DESCRIPTION OF THE TASK:
Pull every line containing the word "KÖHLERSTRASSE" from the records.

※

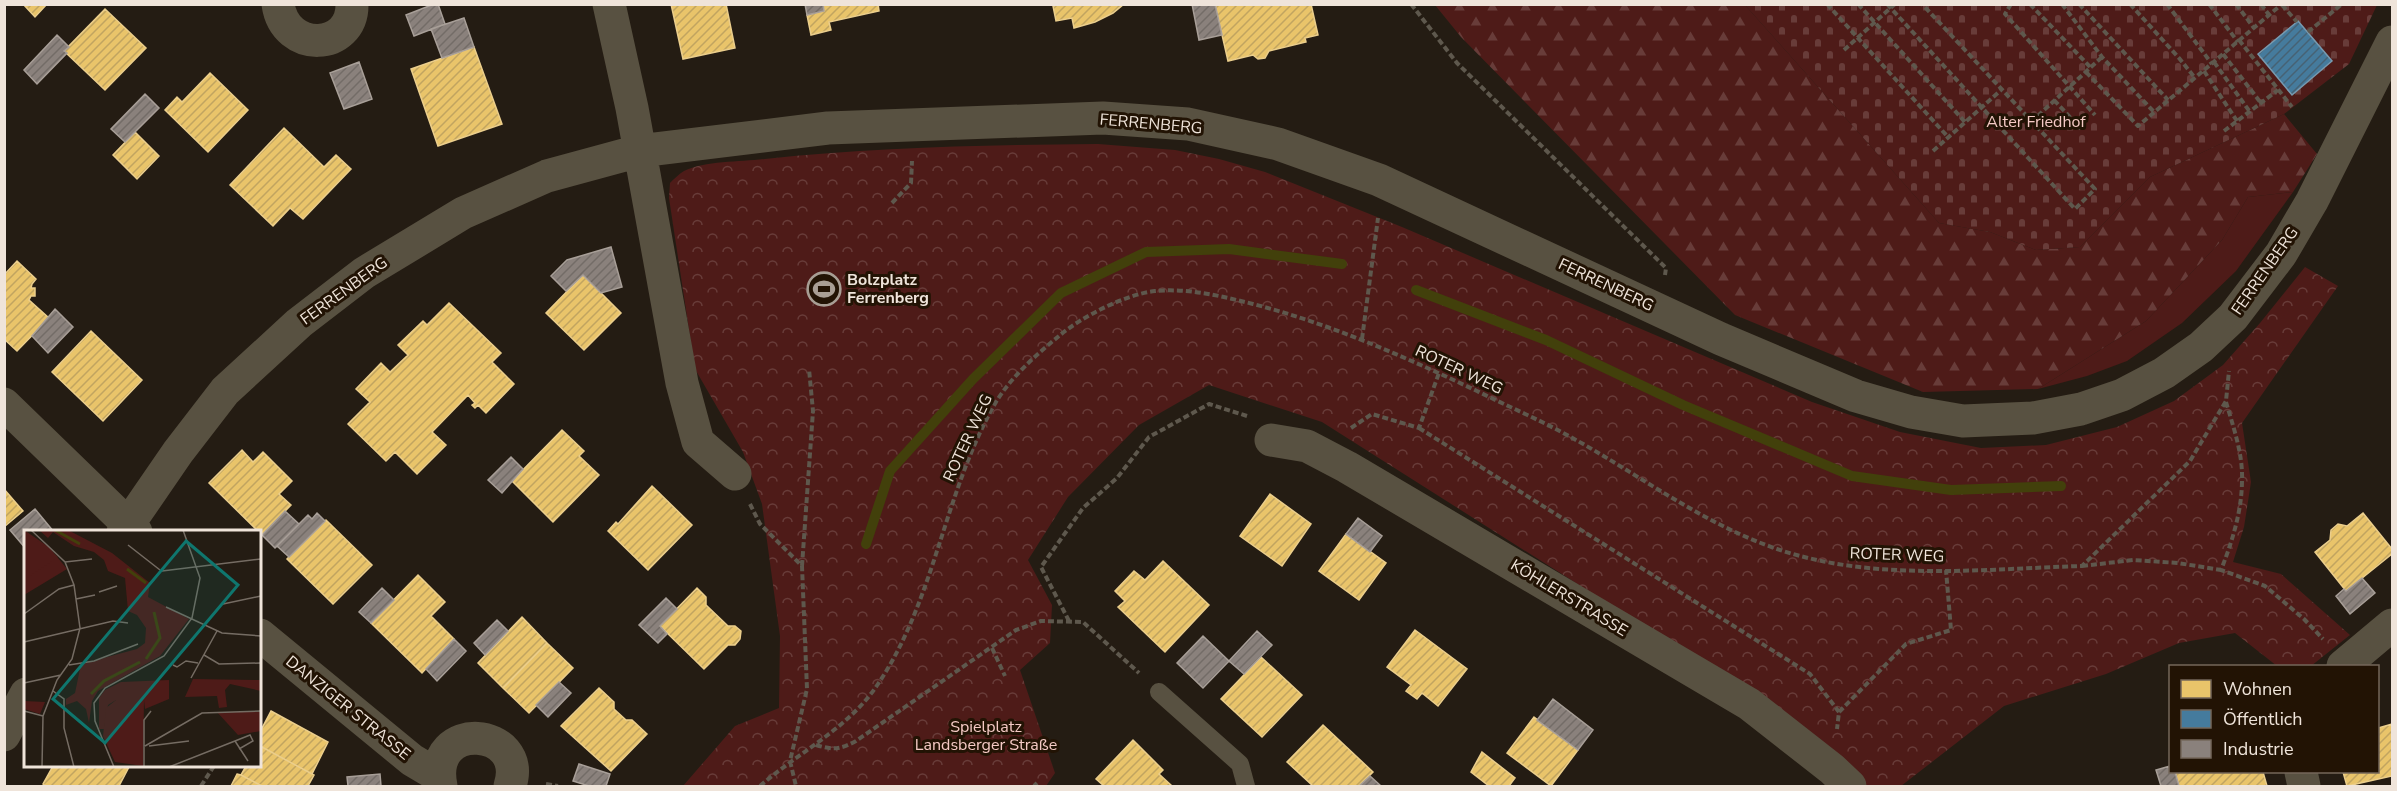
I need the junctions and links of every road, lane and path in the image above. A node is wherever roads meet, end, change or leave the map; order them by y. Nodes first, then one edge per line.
1 (278, 4) edge
2 (352, 4) edge
3 (609, 4) edge
4 (1411, 4) edge
5 (1827, 4) edge
6 (1858, 4) edge
7 (1887, 4) edge
8 (1896, 4) edge
9 (1922, 4) edge
10 (2011, 4) edge
11 (2030, 4) edge
12 (2062, 4) edge
13 (2079, 4) edge
14 (2130, 4) edge
15 (2167, 4) edge
16 (2209, 4) edge
17 (2236, 4) edge
18 (2261, 4) edge
19 (2342, 4) edge
20 (2282, 5) edge
21 (1891, 9) junction
22 (2269, 15) junction
23 (2296, 22) dead end
24 (1874, 23) junction
25 (2254, 28) junction
26 (2308, 32) dead end
27 (1857, 37) junction
28 (2239, 41) junction
29 (2392, 42) edge
30 (1844, 50) dead end
31 (2223, 54) junction
32 (2102, 57) junction
33 (2213, 63) junction
34 (2091, 68) junction
35 (2204, 71) junction
36 (2086, 72) junction
37 (2195, 78) junction
38 (2071, 86) junction
39 (2001, 90) junction
40 (2278, 90) junction
41 (2054, 100) junction
42 (2168, 100) junction
43 (2261, 103) junction
44 (2292, 107) dead end
45 (1981, 108) junction
46 (2155, 112) junction
47 (2250, 112) junction
48 (2095, 115) dead end
49 (2237, 121) junction
50 (1965, 122) junction
51 (2031, 122) junction
52 (914, 124) junction
53 (2081, 129) dead end
54 (2224, 131) dead end
55 (1948, 137) junction
56 (639, 151) junction
57 (1933, 151) dead end
58 (1379, 180) junction
59 (892, 203) dead end
60 (1666, 268) dead end
61 (1362, 339) junction
62 (809, 369) dead end
63 (2229, 369) dead end
64 (1438, 373) junction
65 (2226, 401) junction
66 (4, 404) edge
67 (1419, 428) junction
68 (1271, 440) joint
69 (1347, 467) junction
70 (735, 474) joint
71 (129, 529) edge
72 (802, 566) junction
73 (2082, 566) junction
74 (1946, 569) junction
75 (2221, 570) junction
76 (1069, 621) junction
77 (2392, 625) edge
78 (261, 636) edge
79 (992, 648) junction
80 (2344, 665) edge
81 (1005, 676) dead end
82 (1159, 692) joint
83 (24, 698) edge
84 (1839, 712) junction
85 (4, 735) edge
86 (815, 745) junction
87 (790, 761) junction
88 (213, 767) edge
89 (1841, 778) edge
90 (440, 781) edge
91 (201, 786) edge
92 (510, 786) edge
93 (760, 786) edge
94 (796, 786) edge
95 (1246, 786) edge

1 - 2 street
3 - 56 street
4 - 60 path
5 - 27 path
6 - 24 path
7 - 21 path
8 - 21 path
9 - 39 path
10 - 38 path
11 - 34 path
12 - 32 path
13 - 42 path
14 - 37 path
15 - 33 path
16 - 28 path
17 - 25 path
18 - 22 path
19 - 26 path
20 - 22 path
20 - 23 path
21 - 24 path
21 - 45 path
22 - 25 path
24 - 27 path
24 - 50 path
25 - 28 path
27 - 30 path
27 - 55 path
28 - 31 path
28 - 40 path
29 - 58 street, FERRENBERG
31 - 33 path
31 - 43 path
32 - 34 path
32 - 46 path
33 - 35 path
33 - 47 path
34 - 36 path
35 - 37 path
35 - 49 path
36 - 38 path
36 - 46 path
37 - 42 path
38 - 41 path
38 - 48 path
39 - 45 path
39 - 51 path
40 - 43 path
40 - 44 path
41 - 51 path
41 - 53 path
42 - 46 path
43 - 47 path
45 - 50 path
45 - 51 path
47 - 49 path
49 - 54 path
50 - 55 path
52 - 56 street, FERRENBERG
52 - 58 street, FERRENBERG
52 - 59 path
55 - 57 path
56 - 70 street
56 - 71 street, FERRENBERG
58 - 61 path
61 - 64 path, ROTER WEG
61 - 86 path, ROTER WEG
62 - 72 path
63 - 65 path
64 - 67 path
64 - 74 path, ROTER WEG
65 - 73 path
65 - 75 path
66 - 71 street
67 - 69 path
67 - 84 path
68 - 69 street, KÖHLERSTRASSE
68 - 76 path
69 - 89 street, KÖHLERSTRASSE
70 - 72 path
72 - 87 path
73 - 74 path, ROTER WEG
73 - 75 path, ROTER WEG
74 - 84 path
75 - 80 path, ROTER WEG
76 - 79 path
76 - 82 path
77 - 80 street
78 - 90 street, DANZIGER STRASSE
79 - 81 path
79 - 86 path
82 - 95 lane
83 - 85 street
84 - 89 path
86 - 87 path, ROTER WEG
87 - 93 path, ROTER WEG
87 - 94 path
88 - 91 path
90 - 92 street, DANZIGER STRASSE

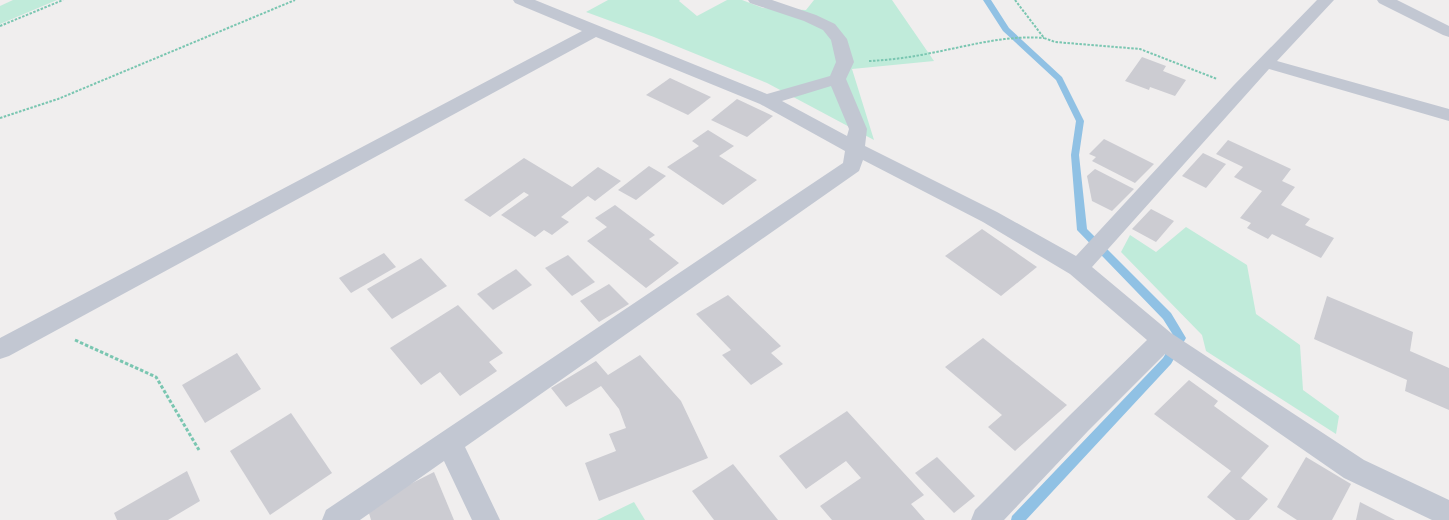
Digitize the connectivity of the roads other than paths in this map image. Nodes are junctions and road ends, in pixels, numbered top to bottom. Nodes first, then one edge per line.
1 (521, 0) edge
2 (758, 0) edge
3 (1326, 0) edge
4 (1385, 0) edge
5 (596, 30) junction
6 (1449, 32) edge
7 (1265, 63) junction
8 (837, 79) junction
9 (766, 100) junction
10 (1449, 115) edge
11 (856, 149) junction
12 (1083, 262) junction
13 (1163, 340) junction
14 (0, 349) edge
15 (449, 442) junction
16 (1449, 514) edge
17 (336, 520) edge
18 (486, 520) edge
19 (985, 520) edge

1 - 5 street
2 - 8 street
3 - 7 street
4 - 6 street
5 - 9 street
5 - 14 street
7 - 10 street
7 - 12 street
8 - 9 street
8 - 11 street
9 - 11 street
11 - 12 street
11 - 15 street
12 - 13 street
13 - 16 street
13 - 19 street
15 - 17 street
15 - 18 street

※

REPLY:
68 - 69 street, KÖHLERSTRASSE
69 - 89 street, KÖHLERSTRASSE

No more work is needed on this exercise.